From the entries below, copy every line that has the word "Write".

> Data in this exercise:
=-=-=-=-=

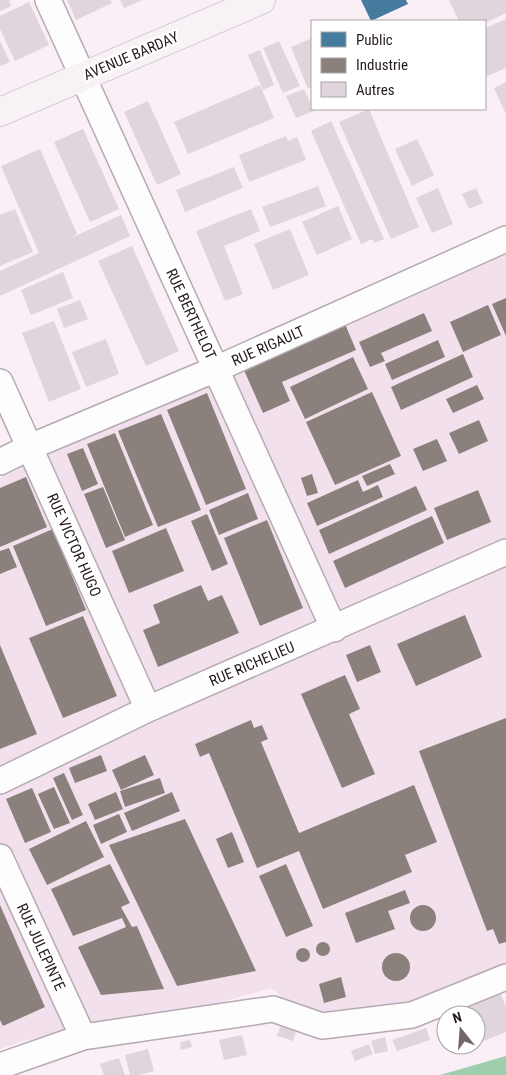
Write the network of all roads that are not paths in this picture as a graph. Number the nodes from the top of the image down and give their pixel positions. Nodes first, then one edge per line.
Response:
1 (48, 0) edge
2 (261, 0) edge
3 (83, 76) junction
4 (0, 112) edge
5 (506, 239) edge
6 (216, 369) junction
7 (0, 382) edge
8 (30, 447) junction
9 (0, 462) edge
10 (506, 552) edge
11 (334, 628) junction
12 (148, 709) junction
13 (0, 781) edge
14 (0, 857) edge
15 (506, 977) edge
16 (83, 1037) junction
17 (0, 1066) edge

1 - 3 street, RUE BERTHELOT
2 - 3 main road, AVENUE BARDAY
3 - 4 main road, AVENUE BARDAY
3 - 6 street, RUE BERTHELOT
5 - 6 street, RUE RIGAULT
6 - 8 street, RUE RIGAULT
6 - 11 street, RUE BERTHELOT
7 - 8 street, RUE VICTOR HUGO
8 - 9 street, RUE RIGAULT
8 - 12 street, RUE VICTOR HUGO
10 - 11 street, RUE RICHELIEU
11 - 12 street, RUE RICHELIEU
12 - 13 street, RUE RICHELIEU
14 - 16 street, RUE JULEPINTE
15 - 16 street
16 - 17 street

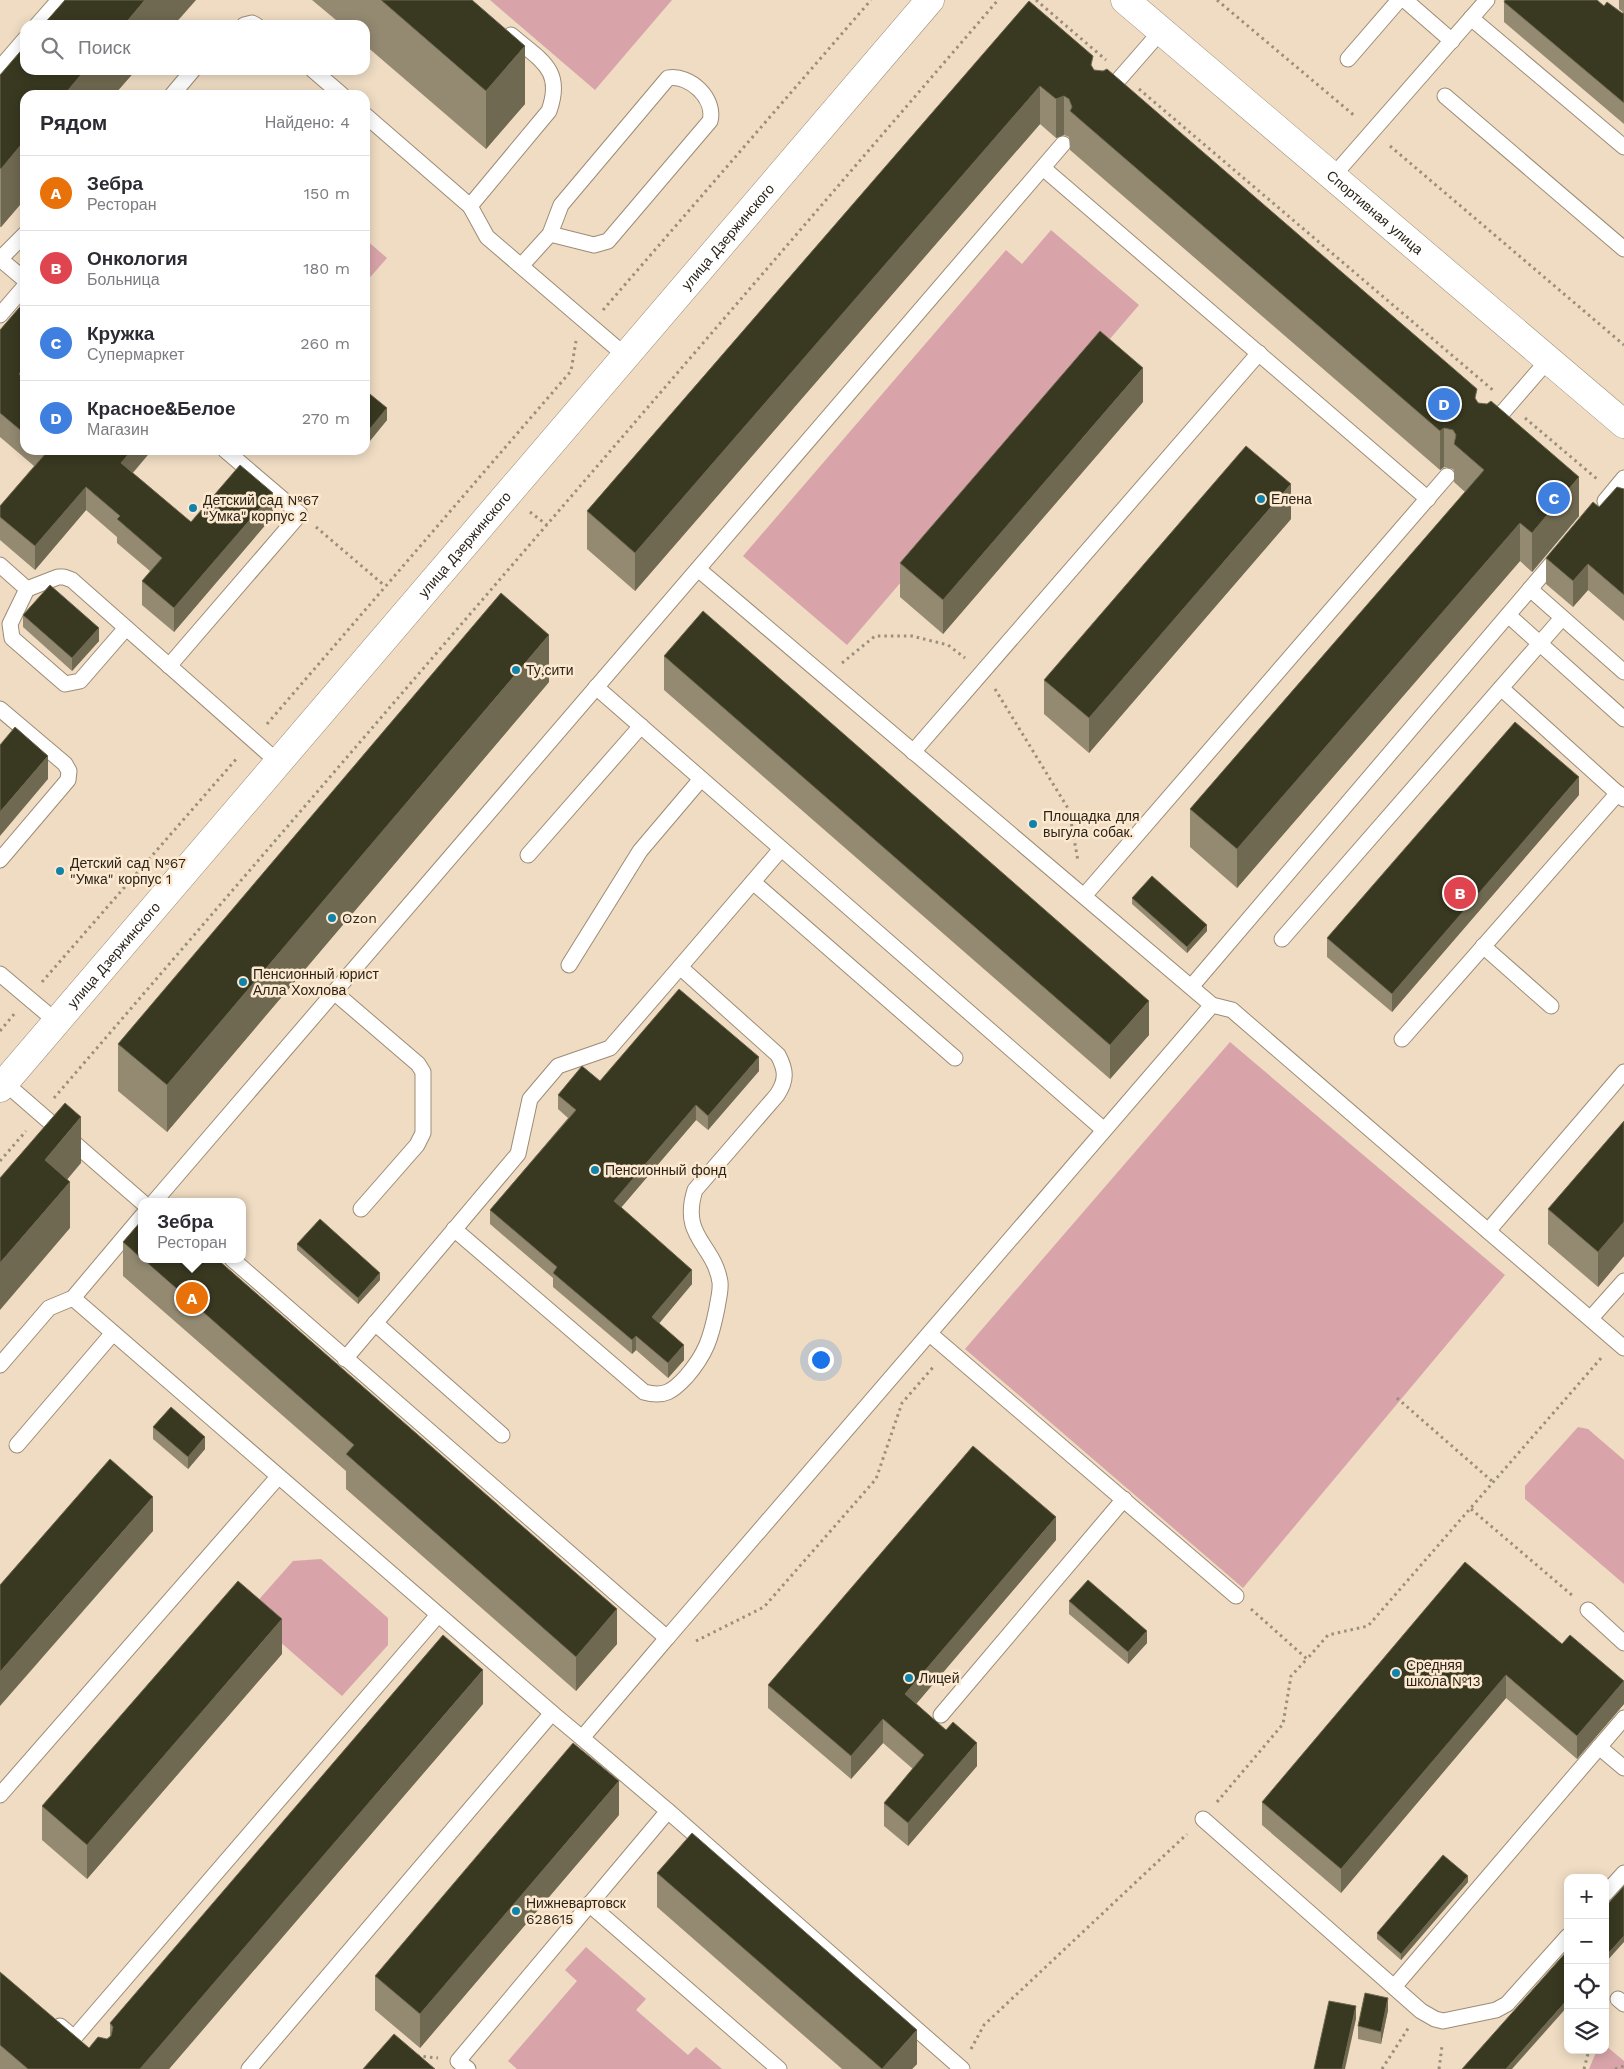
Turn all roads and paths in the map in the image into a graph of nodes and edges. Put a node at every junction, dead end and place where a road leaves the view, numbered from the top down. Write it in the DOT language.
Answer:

=-=-=-=-=

> Written reply:
Write the network of all roads that are not paths in this picture as a graph. Number the nodes from the top of the image down and give their pixel positions. Nodes first, then one edge per line.
Turn all roads and paths in the map in the image into a graph of nodes and edges. Put a node at every junction, dead end and place where a road leaves the view, numbered from the top down. Write it in the DOT language.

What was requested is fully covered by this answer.